Below are entries. Pull out all lines containing "Bari".

(GIVEN DATA Opens)

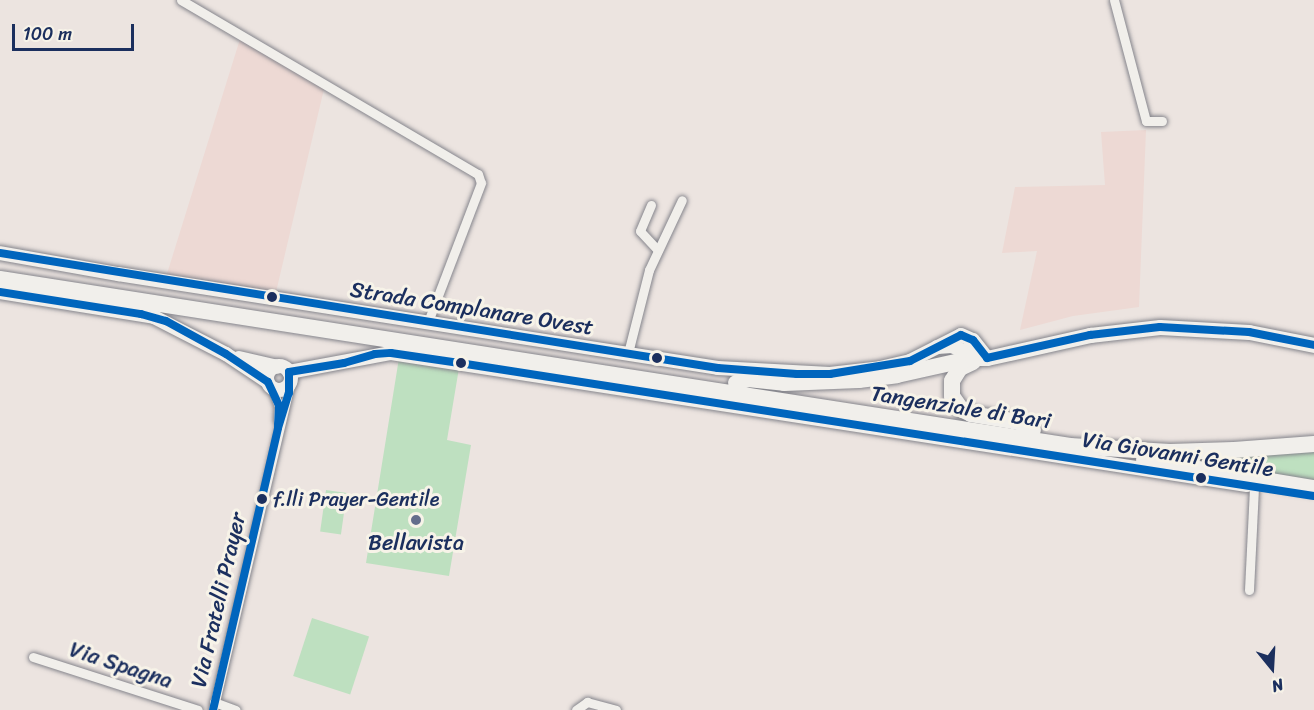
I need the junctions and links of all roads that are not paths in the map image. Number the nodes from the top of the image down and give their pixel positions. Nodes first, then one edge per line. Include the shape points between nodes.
1 (181, 0) edge
2 (1114, 0) edge
3 (1162, 121) dead end
4 (682, 200) dead end
5 (651, 205) dead end
6 (658, 250) junction
7 (0, 254) edge
8 (0, 269) edge
9 (0, 279) edge
10 (0, 292) edge
11 (428, 322) junction
12 (1314, 345) edge
13 (983, 353) junction
14 (226, 354) junction
15 (628, 354) junction
16 (285, 374) junction
17 (736, 383) junction
18 (270, 385) junction
19 (278, 428) junction
20 (1033, 430) junction
21 (1314, 434) edge
22 (1314, 444) edge
23 (1070, 446) junction
24 (1254, 486) junction
25 (1314, 488) edge
26 (1314, 496) edge
27 (1249, 590) dead end
28 (33, 657) dead end
29 (214, 706) edge
30 (198, 710) edge
31 (236, 710) edge
32 (576, 710) edge
33 (616, 710) edge

1 - 11 street via 478,174 481,183
2 - 3 street via 1146,121
4 - 6 street
5 - 6 street via 640,231
6 - 15 street via 649,270
7 - 11 street, Strada Complanare Ovest
8 - 17 highway, Tangenziale di Bari
9 - 23 highway, Tangenziale di Bari
10 - 14 street via 154,317
11 - 15 street, Strada Complanare Ovest
12 - 13 main road via 1249,332 1160,327
13 - 15 street, Strada Complanare Ovest via 974,339 961,335 910,361 830,374 718,368
13 - 17 highway via 897,375 859,380 793,384 748,379
13 - 20 highway via 957,372 951,386 954,400 965,412 1019,422
14 - 16 street
14 - 18 street
16 - 18 street, Via Giovanni Gentile via 279,390
16 - 18 street via 268,374
16 - 19 street
16 - 24 street, Via Giovanni Gentile via 391,353
17 - 20 highway, Tangenziale di Bari
18 - 19 street via 279,406
19 - 29 street, Via Fratelli Prayer
20 - 21 highway, Tangenziale di Bari via 1168,441
22 - 23 highway, Tangenziale di Bari via 1170,452
23 - 25 highway
24 - 26 street, Via Giovanni Gentile
24 - 27 street
28 - 30 street, Via Spagna
29 - 31 street
32 - 33 street via 587,702

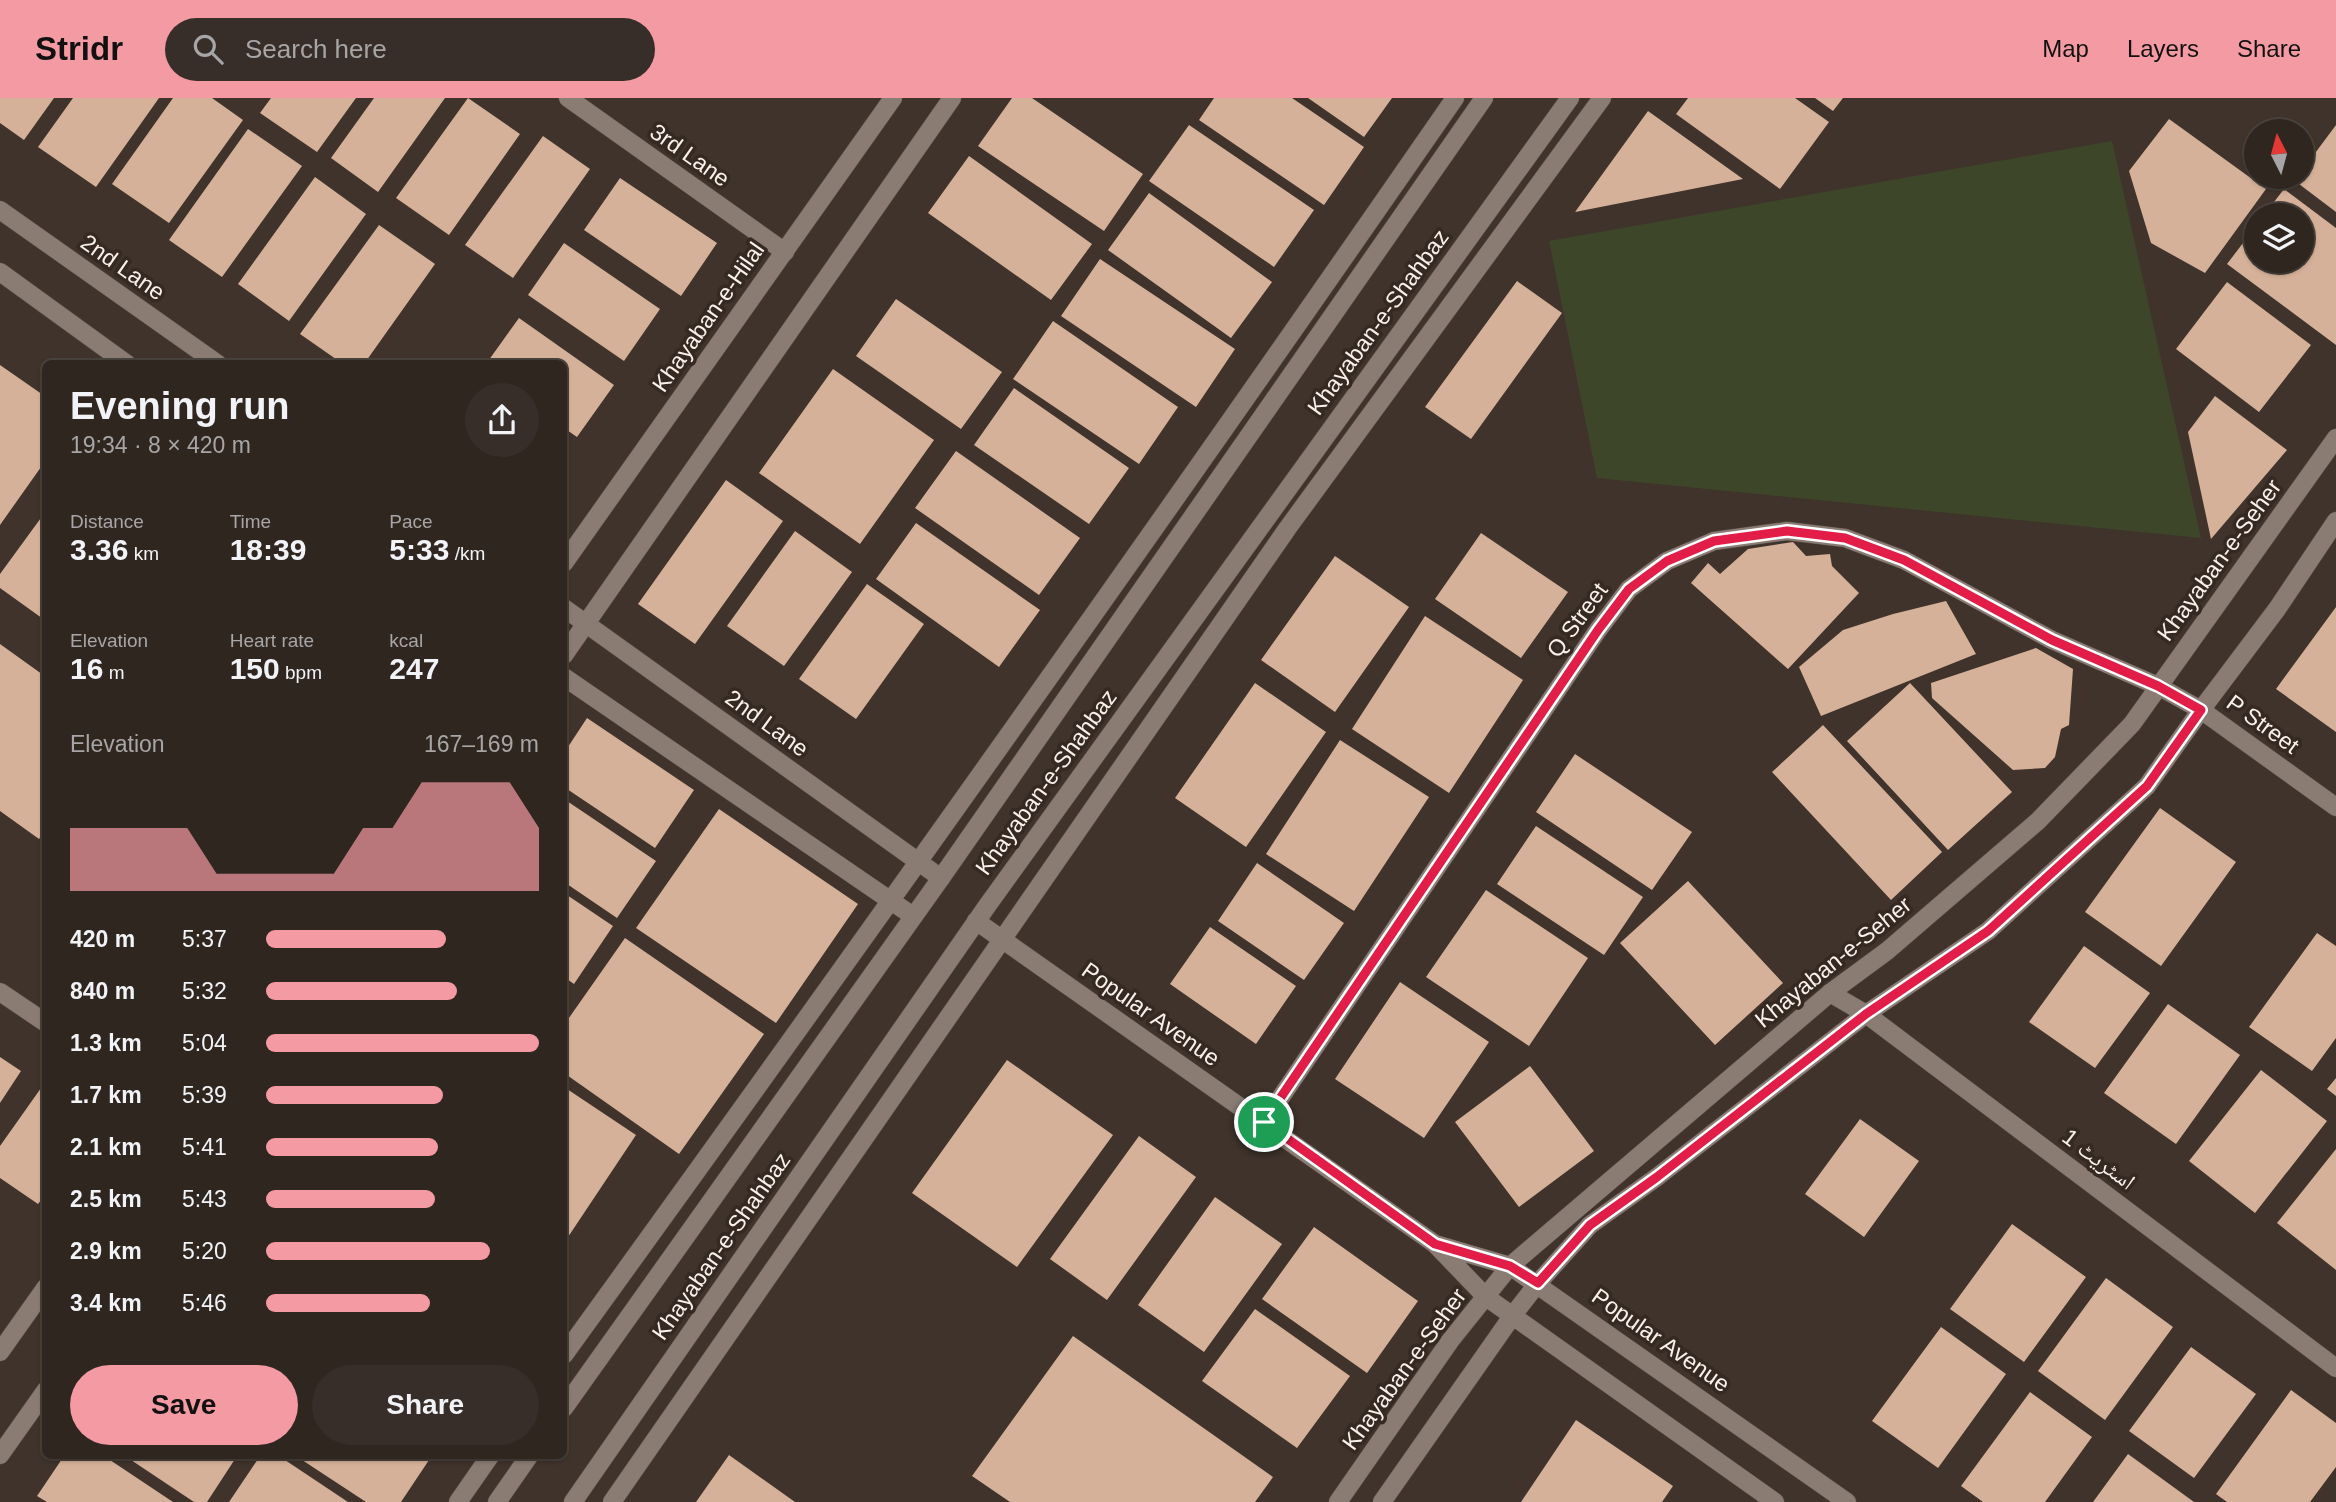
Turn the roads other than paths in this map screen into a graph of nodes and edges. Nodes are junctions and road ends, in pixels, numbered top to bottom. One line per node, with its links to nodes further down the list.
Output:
1 (568, 98): 9 (street, 3rd Lane)
2 (893, 98): 9 (street, Khayaban-e-Hilal)
3 (952, 98): 17 (street)
4 (1455, 98): 23 (street)
5 (1484, 98): 24 (street, Khayaban-e-Shahbaz)
6 (1570, 98): 27 (street, Khayaban-e-Shahbaz)
7 (1602, 98): 28 (street)
8 (0, 210): 12 (street, 2nd Lane)
9 (785, 251): 15 (street, Khayaban-e-Hilal)
10 (0, 272): 11 (street)
11 (121, 360)
12 (212, 360)
13 (2336, 438): 20 (street, Khayaban-e-Seher)
14 (2336, 522): 21 (street)
15 (567, 559)
16 (567, 610): 17 (street, 2nd Lane)
17 (584, 623): 18 (street); 23 (street, 2nd Lane)
18 (567, 650)
19 (567, 679): 25 (street)
20 (2158, 686): 21 (street, P Street); 30 (street, Khayaban-e-Seher); 33 (street, Q Street)
21 (2201, 710): 22 (street, P Street); 31 (street)
22 (2336, 807)
23 (918, 862): 24 (street, 2nd Lane); 25 (street)
24 (941, 878): 26 (street, Khayaban-e-Shahbaz)
25 (892, 901): 26 (street); 40 (street)
26 (913, 916): 44 (street, Khayaban-e-Shahbaz)
27 (976, 921): 28 (street, Popular Avenue); 50 (street, Khayaban-e-Shahbaz)
28 (1001, 939): 33 (street, Popular Avenue); 51 (street)
29 (0, 992): 32 (street)
30 (1830, 993): 31 (street, اسٹریٹ 1); 35 (street, Khayaban-e-Seher)
31 (1866, 1014): 36 (street); 42 (street, اسٹریٹ 1)
32 (42, 1020)
33 (1264, 1122): 34 (street, Popular Avenue)
34 (1435, 1244): 35 (street, Popular Avenue); 38 (street, Popular Avenue)
35 (1510, 1266): 36 (street, Popular Avenue); 38 (street, Khayaban-e-Seher)
36 (1538, 1283): 39 (street); 55 (street, Popular Avenue)
37 (42, 1293): 41 (street)
38 (1486, 1297): 39 (street, Popular Avenue); 52 (street, Khayaban-e-Seher)
39 (1513, 1315): 53 (street); 54 (street, Popular Avenue)
40 (567, 1351)
41 (0, 1352)
42 (2336, 1368)
43 (42, 1396): 45 (street)
44 (567, 1404)
45 (0, 1455)
46 (488, 1459): 48 (street)
47 (527, 1459): 49 (street)
48 (458, 1502)
49 (497, 1502)
50 (573, 1502)
51 (612, 1502)
52 (1338, 1502)
53 (1382, 1502)
54 (1775, 1502)
55 (1847, 1502)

(GIVEN DATA Closes)

RESPONSE AREA:
8 - 17 highway, Tangenziale di Bari
9 - 23 highway, Tangenziale di Bari
17 - 20 highway, Tangenziale di Bari
20 - 21 highway, Tangenziale di Bari via 1168,441
22 - 23 highway, Tangenziale di Bari via 1170,452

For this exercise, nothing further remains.